**Your instructions:** The output should be identical to the entries that follow.

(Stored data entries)
+ + + + +

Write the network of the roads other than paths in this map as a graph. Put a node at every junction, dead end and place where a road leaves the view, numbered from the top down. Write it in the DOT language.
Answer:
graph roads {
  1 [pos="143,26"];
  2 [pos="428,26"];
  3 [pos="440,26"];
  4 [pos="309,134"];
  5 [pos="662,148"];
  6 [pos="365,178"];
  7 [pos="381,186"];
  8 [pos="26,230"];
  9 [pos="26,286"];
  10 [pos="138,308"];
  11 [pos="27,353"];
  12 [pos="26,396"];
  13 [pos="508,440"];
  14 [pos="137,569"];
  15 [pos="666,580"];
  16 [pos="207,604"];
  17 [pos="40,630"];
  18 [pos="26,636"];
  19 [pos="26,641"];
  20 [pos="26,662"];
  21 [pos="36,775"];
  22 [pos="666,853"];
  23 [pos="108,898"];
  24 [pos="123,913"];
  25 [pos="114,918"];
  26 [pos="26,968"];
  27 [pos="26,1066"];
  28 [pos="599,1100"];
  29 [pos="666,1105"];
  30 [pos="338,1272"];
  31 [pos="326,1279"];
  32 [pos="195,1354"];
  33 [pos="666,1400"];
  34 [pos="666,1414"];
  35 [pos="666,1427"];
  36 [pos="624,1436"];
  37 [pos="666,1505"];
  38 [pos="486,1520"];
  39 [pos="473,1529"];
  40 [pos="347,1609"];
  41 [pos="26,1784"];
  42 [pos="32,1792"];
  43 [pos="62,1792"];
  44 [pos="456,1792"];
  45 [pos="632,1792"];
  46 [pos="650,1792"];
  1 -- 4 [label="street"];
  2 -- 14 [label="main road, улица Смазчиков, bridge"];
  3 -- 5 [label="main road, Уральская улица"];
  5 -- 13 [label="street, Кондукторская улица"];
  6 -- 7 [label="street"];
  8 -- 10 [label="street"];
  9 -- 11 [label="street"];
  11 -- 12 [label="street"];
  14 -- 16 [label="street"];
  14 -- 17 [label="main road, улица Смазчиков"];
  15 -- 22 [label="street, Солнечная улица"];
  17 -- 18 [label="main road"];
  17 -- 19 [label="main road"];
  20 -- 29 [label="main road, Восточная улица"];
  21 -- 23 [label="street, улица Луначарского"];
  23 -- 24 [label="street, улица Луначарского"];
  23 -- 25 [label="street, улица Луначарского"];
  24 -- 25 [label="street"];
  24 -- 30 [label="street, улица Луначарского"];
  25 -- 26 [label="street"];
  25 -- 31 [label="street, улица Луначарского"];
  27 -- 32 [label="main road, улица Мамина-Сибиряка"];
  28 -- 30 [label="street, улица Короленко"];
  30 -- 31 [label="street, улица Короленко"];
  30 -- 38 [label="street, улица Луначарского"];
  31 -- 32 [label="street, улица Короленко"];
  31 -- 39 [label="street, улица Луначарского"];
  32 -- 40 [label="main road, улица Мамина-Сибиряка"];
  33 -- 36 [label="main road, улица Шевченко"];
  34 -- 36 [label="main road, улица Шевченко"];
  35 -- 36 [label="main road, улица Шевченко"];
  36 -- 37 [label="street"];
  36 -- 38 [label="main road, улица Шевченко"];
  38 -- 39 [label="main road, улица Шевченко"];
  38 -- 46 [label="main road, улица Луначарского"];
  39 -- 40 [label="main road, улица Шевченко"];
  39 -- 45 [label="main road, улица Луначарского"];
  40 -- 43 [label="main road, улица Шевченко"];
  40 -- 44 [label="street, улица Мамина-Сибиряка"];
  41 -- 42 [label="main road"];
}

+ + + + +

**Response to the exercise:**
Write the network of the roads other than paths in this map as a graph. Put a node at every junction, dead end and place where a road leaves the view, numbered from the top down. Write it in the DOT language.
Answer:
graph roads {
  1 [pos="143,26"];
  2 [pos="428,26"];
  3 [pos="440,26"];
  4 [pos="309,134"];
  5 [pos="662,148"];
  6 [pos="365,178"];
  7 [pos="381,186"];
  8 [pos="26,230"];
  9 [pos="26,286"];
  10 [pos="138,308"];
  11 [pos="27,353"];
  12 [pos="26,396"];
  13 [pos="508,440"];
  14 [pos="137,569"];
  15 [pos="666,580"];
  16 [pos="207,604"];
  17 [pos="40,630"];
  18 [pos="26,636"];
  19 [pos="26,641"];
  20 [pos="26,662"];
  21 [pos="36,775"];
  22 [pos="666,853"];
  23 [pos="108,898"];
  24 [pos="123,913"];
  25 [pos="114,918"];
  26 [pos="26,968"];
  27 [pos="26,1066"];
  28 [pos="599,1100"];
  29 [pos="666,1105"];
  30 [pos="338,1272"];
  31 [pos="326,1279"];
  32 [pos="195,1354"];
  33 [pos="666,1400"];
  34 [pos="666,1414"];
  35 [pos="666,1427"];
  36 [pos="624,1436"];
  37 [pos="666,1505"];
  38 [pos="486,1520"];
  39 [pos="473,1529"];
  40 [pos="347,1609"];
  41 [pos="26,1784"];
  42 [pos="32,1792"];
  43 [pos="62,1792"];
  44 [pos="456,1792"];
  45 [pos="632,1792"];
  46 [pos="650,1792"];
  1 -- 4 [label="street"];
  2 -- 14 [label="main road, улица Смазчиков, bridge"];
  3 -- 5 [label="main road, Уральская улица"];
  5 -- 13 [label="street, Кондукторская улица"];
  6 -- 7 [label="street"];
  8 -- 10 [label="street"];
  9 -- 11 [label="street"];
  11 -- 12 [label="street"];
  14 -- 16 [label="street"];
  14 -- 17 [label="main road, улица Смазчиков"];
  15 -- 22 [label="street, Солнечная улица"];
  17 -- 18 [label="main road"];
  17 -- 19 [label="main road"];
  20 -- 29 [label="main road, Восточная улица"];
  21 -- 23 [label="street, улица Луначарского"];
  23 -- 24 [label="street, улица Луначарского"];
  23 -- 25 [label="street, улица Луначарского"];
  24 -- 25 [label="street"];
  24 -- 30 [label="street, улица Луначарского"];
  25 -- 26 [label="street"];
  25 -- 31 [label="street, улица Луначарского"];
  27 -- 32 [label="main road, улица Мамина-Сибиряка"];
  28 -- 30 [label="street, улица Короленко"];
  30 -- 31 [label="street, улица Короленко"];
  30 -- 38 [label="street, улица Луначарского"];
  31 -- 32 [label="street, улица Короленко"];
  31 -- 39 [label="street, улица Луначарского"];
  32 -- 40 [label="main road, улица Мамина-Сибиряка"];
  33 -- 36 [label="main road, улица Шевченко"];
  34 -- 36 [label="main road, улица Шевченко"];
  35 -- 36 [label="main road, улица Шевченко"];
  36 -- 37 [label="street"];
  36 -- 38 [label="main road, улица Шевченко"];
  38 -- 39 [label="main road, улица Шевченко"];
  38 -- 46 [label="main road, улица Луначарского"];
  39 -- 40 [label="main road, улица Шевченко"];
  39 -- 45 [label="main road, улица Луначарского"];
  40 -- 43 [label="main road, улица Шевченко"];
  40 -- 44 [label="street, улица Мамина-Сибиряка"];
  41 -- 42 [label="main road"];
}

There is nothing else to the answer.